A popular and widely recognised sound healing form is a sound bath, Tanya says.

“Sound baths use instruments like gongs, singing bowls, and chimes to create a meditative and relaxing experience.

“While research to sound baths is developing, they’re thought to reduce stress and anxiety be slowing brainwave frequencies, inducing a deep relaxation state for tension relief and improved emotional balance.”

Tuning forks

Originally created for tuning instruments, Tanya says these metal tools vibrate at specific frequencies when struck.

“When used in sound healing, these vibrations interact with the body’s energy fields, potentially aligning and balancing them.”

Singing bowls

“Made from metal or quartz, they produce harmonic tones when the rim is struck or circled with a mallet,” Tanya says.

Himalayan singing bowls are believed to help with relaxation, meditation, stress reduction and emotional peace.


These are traditional instruments that mimic the sound of rain to create a soothing and rhythmic noise when tilted, Tanya explains.

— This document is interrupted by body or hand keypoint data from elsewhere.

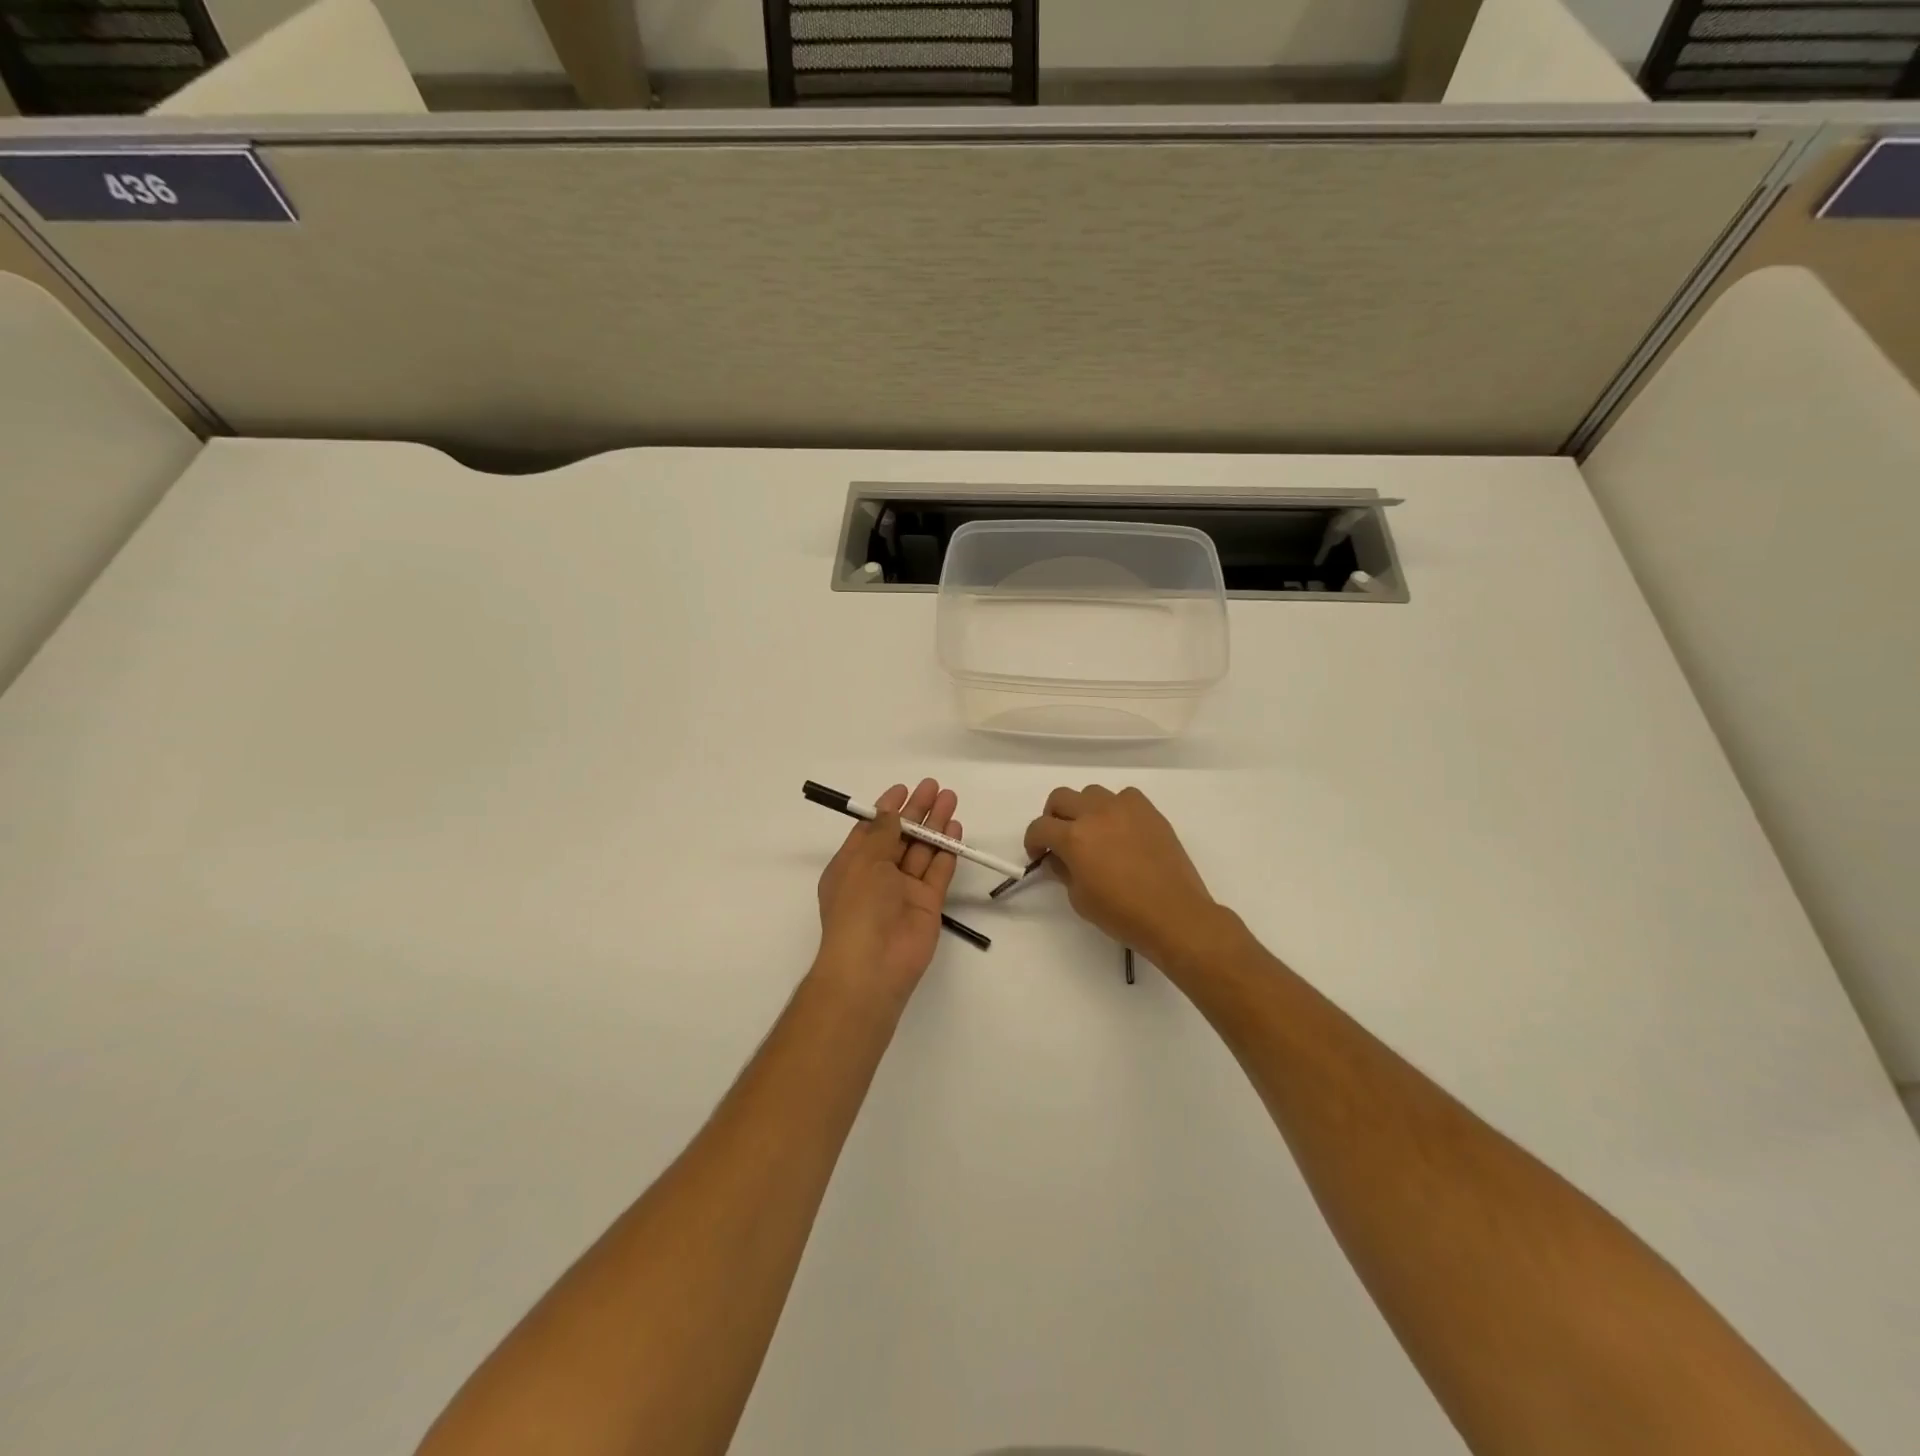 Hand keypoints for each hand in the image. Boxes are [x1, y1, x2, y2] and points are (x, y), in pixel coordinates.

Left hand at [814, 778, 961, 1003]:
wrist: (873, 965)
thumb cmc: (858, 907)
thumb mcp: (863, 862)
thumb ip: (881, 834)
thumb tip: (890, 812)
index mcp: (853, 865)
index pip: (872, 830)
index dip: (887, 809)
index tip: (904, 789)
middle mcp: (878, 876)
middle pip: (901, 836)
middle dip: (917, 811)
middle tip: (935, 787)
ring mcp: (904, 890)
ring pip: (922, 850)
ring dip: (935, 825)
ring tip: (950, 799)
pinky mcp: (928, 904)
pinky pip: (938, 871)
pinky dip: (947, 851)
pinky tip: (956, 829)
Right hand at [1023, 785, 1221, 968]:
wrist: (1173, 914)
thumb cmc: (1122, 914)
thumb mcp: (1079, 899)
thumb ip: (1063, 870)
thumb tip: (1059, 857)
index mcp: (1074, 837)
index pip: (1039, 827)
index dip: (1032, 841)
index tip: (1038, 855)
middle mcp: (1095, 813)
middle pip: (1060, 797)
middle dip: (1053, 817)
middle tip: (1059, 838)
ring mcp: (1124, 808)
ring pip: (1091, 792)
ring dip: (1084, 809)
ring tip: (1093, 831)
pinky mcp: (1149, 811)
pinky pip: (1124, 796)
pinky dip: (1115, 807)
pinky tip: (1121, 828)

“While scientific research is limited, their calming effect aids in meditation and anxiety reduction, making them popular in therapeutic and wellness practices.”

Binaural beats

Tanya says this is a form of soundwave therapy that involves playing two slightly different frequencies in each ear, where the brain perceives a third tone based on the mathematical difference between the two frequencies.

“Research suggests binaural beats can potentially impact mental and cognitive functions by influencing brainwave patterns, making them a popular tool in the auditory therapy field,” she says.

“This phenomenon is believed to promote relaxation, reduce anxiety and enhance focus, depending on the frequency used.

“For instance, a lower frequency might aid in meditation and relaxation, while a higher frequency could help improve concentration.”